26 February 2017


This is PRECISELY how it went down in class yesterday.
In a few posts here in the Den, I've pointed out that if I could have made a living that would have supported my family, I would have been a full-time university student. Seriously, I would never have left. I loved going to school at the university level (high school, not so much). However, after seeing my share of guys in their mid- to late-30s dragging themselves to class, living in married student housing with children in middle school, I knew the full-time student gig was not for me.

So off to the big, bad work world it was for me and there I've been ever since. Over the years, I've thought about going back to school. I'd had no advanced degree in mind. I just wanted to go back to school for the opportunity to challenge myself and learn something new. I've done some executive education related to my job and even spent some time back on campus (Cornell was pretty cool) but that's been the extent of it. I've tried to keep my writing skills up to snuff through my rantings writings in the Den and I've enjoyed that but I've wondered what more could I do to improve my writing and see where this could take me.

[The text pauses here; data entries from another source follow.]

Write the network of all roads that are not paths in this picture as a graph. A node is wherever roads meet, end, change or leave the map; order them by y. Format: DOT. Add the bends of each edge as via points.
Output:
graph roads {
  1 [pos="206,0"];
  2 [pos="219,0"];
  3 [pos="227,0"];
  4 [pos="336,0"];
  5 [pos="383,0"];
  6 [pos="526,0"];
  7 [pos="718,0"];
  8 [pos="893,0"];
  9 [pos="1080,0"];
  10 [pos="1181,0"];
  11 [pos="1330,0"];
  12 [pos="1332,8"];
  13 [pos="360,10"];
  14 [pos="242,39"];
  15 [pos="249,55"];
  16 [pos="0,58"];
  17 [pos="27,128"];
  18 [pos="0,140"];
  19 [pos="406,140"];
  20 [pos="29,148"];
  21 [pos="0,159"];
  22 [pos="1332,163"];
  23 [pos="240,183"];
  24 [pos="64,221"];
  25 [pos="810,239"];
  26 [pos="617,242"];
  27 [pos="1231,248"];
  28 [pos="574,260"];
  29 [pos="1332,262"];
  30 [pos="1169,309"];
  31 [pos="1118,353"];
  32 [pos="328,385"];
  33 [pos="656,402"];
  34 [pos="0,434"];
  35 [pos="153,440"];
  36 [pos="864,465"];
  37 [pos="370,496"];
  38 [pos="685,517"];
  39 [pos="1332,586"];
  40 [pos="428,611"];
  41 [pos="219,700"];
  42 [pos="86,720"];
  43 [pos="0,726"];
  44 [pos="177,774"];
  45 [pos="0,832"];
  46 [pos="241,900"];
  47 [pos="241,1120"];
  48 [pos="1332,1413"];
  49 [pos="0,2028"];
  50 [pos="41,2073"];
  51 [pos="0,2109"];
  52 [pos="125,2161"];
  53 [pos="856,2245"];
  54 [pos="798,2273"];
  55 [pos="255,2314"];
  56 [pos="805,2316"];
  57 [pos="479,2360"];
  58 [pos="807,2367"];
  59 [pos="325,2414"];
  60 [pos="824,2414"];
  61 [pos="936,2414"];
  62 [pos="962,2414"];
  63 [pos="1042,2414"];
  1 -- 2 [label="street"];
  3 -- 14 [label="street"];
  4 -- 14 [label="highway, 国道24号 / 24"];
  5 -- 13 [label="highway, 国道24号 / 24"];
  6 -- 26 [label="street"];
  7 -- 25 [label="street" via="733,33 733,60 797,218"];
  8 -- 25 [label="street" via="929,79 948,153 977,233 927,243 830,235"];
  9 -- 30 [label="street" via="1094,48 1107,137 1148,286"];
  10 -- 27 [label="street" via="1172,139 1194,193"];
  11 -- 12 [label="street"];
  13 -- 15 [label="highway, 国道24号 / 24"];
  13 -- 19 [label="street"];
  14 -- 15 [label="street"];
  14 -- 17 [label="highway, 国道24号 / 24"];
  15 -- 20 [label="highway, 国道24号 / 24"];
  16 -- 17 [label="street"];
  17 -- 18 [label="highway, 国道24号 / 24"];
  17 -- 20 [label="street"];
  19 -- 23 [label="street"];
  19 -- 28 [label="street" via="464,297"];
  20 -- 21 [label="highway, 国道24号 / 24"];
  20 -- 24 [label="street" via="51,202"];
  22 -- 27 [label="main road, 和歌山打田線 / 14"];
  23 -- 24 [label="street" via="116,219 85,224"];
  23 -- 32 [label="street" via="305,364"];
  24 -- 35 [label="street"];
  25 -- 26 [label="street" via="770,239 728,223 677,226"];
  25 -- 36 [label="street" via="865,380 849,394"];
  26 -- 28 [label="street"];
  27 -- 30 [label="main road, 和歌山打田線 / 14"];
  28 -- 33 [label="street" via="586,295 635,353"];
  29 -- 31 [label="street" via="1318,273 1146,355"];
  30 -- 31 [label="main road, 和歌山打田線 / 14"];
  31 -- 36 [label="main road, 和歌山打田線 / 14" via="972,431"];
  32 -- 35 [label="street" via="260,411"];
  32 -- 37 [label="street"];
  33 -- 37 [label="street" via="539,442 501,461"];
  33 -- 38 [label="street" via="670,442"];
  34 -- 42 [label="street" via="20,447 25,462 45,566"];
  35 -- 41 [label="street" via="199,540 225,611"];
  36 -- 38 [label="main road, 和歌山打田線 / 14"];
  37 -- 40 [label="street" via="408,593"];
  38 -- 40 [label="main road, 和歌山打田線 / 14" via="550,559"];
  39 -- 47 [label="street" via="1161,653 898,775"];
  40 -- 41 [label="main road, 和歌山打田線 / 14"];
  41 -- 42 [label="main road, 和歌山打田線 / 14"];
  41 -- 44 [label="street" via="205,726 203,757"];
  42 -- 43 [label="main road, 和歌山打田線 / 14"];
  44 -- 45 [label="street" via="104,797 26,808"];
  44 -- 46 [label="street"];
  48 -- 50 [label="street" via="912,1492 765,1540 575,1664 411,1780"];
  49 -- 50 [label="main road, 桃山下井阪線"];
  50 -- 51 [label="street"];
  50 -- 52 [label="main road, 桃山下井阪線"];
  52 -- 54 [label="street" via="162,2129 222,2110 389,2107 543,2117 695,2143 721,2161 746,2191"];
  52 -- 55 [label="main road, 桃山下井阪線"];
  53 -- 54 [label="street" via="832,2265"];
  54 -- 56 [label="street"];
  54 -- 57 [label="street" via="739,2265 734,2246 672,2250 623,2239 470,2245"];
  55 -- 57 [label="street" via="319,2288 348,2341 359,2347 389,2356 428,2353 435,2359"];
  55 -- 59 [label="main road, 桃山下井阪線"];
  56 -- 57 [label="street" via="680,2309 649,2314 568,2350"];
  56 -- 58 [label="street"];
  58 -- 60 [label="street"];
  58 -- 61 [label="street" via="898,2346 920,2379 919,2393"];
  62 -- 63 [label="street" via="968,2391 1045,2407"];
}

Yesterday, I took that first step to finding the answers to those questions. Having heard some good things about the Gotham Writers Workshop, I reviewed their curriculum and decided to give it a go. I took my first class in more than 27 years when I sat down in a one-day course called Personal Essay Writing. I squeezed (my body is not the slender temple it was the last time I was in a classroom setting) into the all-in-one desk / chair / torture device, took at my pen and a pad of paper (keeping it old school), and steeled myself for a day of learning. What a day it was!

Show, don't tell

As we wrote six different times throughout the day, I was in heaven! I wanted to read everywhere one of my samples just to get the perspective of the other students as well as our instructor. I didn't because I had to recognize that it wasn't all about me. I found myself taking copious notes throughout the day and getting excited about what's next in terms of my writing and the stories I can tell. It was fascinating to hear what the other students had written. I was amazed at the skill shown as well as the fearlessness. Their stories were moving, funny, and insightful.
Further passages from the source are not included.